**Input material**
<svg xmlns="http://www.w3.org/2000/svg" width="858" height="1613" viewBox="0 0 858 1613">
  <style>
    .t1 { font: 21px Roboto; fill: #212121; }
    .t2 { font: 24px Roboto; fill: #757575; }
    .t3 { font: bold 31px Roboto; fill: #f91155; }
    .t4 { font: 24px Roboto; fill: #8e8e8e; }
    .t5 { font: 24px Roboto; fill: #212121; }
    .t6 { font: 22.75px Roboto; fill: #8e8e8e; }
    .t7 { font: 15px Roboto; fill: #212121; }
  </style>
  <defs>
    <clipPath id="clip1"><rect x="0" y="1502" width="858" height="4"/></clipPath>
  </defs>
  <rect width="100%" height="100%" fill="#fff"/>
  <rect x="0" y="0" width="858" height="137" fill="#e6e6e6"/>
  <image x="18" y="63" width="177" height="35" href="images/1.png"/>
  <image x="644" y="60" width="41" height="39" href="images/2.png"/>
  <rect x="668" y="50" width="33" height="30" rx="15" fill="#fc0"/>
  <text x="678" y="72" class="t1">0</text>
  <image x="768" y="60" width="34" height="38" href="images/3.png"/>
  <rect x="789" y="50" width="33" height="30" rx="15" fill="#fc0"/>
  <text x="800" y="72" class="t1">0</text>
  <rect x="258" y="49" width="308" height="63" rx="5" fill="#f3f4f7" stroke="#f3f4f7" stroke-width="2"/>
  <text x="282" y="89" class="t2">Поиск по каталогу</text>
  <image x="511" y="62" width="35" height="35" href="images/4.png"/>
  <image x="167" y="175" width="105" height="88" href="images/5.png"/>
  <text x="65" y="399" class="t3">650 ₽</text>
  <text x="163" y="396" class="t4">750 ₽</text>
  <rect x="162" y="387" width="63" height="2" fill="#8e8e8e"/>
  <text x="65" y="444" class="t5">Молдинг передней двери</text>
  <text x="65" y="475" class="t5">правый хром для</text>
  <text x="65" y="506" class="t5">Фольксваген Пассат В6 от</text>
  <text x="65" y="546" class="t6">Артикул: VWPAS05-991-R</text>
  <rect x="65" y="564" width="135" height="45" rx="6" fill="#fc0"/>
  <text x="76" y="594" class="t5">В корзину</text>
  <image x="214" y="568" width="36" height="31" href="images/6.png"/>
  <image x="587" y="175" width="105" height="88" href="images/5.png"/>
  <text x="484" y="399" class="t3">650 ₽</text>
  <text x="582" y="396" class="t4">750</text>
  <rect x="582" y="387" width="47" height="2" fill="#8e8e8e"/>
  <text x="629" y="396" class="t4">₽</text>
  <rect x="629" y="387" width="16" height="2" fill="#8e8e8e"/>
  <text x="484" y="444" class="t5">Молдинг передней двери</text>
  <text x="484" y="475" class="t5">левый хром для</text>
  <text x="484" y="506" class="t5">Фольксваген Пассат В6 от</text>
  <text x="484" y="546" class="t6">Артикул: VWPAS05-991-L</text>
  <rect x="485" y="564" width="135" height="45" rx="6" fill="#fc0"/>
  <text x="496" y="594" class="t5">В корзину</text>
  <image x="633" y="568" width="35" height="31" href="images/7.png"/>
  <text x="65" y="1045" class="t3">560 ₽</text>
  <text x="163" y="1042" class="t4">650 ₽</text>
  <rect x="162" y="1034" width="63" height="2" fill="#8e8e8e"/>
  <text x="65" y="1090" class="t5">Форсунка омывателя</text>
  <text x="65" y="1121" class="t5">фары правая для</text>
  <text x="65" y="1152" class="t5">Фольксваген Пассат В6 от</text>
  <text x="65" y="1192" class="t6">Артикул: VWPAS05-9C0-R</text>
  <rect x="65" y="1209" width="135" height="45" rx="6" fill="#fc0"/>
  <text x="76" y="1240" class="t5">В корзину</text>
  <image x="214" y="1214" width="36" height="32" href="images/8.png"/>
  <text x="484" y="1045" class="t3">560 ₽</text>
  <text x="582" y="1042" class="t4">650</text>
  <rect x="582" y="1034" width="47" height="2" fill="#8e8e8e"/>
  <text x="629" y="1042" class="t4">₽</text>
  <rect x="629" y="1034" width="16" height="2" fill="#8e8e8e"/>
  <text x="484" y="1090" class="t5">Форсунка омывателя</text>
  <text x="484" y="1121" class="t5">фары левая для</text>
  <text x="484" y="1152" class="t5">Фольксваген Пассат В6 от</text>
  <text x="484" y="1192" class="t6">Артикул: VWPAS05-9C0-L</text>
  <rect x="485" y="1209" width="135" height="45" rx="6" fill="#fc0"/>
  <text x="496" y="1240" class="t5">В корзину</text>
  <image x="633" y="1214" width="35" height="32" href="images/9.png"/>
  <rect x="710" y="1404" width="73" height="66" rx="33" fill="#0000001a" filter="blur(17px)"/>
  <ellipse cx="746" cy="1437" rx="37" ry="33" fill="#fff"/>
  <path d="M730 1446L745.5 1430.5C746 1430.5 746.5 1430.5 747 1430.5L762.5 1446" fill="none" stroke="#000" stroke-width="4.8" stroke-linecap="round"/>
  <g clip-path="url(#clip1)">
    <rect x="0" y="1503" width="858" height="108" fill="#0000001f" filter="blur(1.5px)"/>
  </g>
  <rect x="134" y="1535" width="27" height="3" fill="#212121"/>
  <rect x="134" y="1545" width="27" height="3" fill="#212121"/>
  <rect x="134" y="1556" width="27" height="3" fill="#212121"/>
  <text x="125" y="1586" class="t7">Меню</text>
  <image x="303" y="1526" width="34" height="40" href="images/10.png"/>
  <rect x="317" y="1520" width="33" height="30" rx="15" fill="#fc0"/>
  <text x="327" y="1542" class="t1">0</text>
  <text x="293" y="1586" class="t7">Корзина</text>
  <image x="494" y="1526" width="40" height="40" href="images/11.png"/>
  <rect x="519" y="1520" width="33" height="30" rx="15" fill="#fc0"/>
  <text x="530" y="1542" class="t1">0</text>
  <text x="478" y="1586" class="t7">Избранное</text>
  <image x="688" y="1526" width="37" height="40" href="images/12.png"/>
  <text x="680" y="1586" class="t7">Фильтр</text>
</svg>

**Work to complete**
Quote the records from their first line to the line with "font: bold 31px", inclusive, without adding or dropping anything.

**Answer space**
<svg xmlns="http://www.w3.org/2000/svg" width="858" height="1613" viewBox="0 0 858 1613">
  <style>
    .t1 { font: 21px Roboto; fill: #212121; }
    .t2 { font: 24px Roboto; fill: #757575; }
    .t3 { font: bold 31px Roboto; fill: #f91155; }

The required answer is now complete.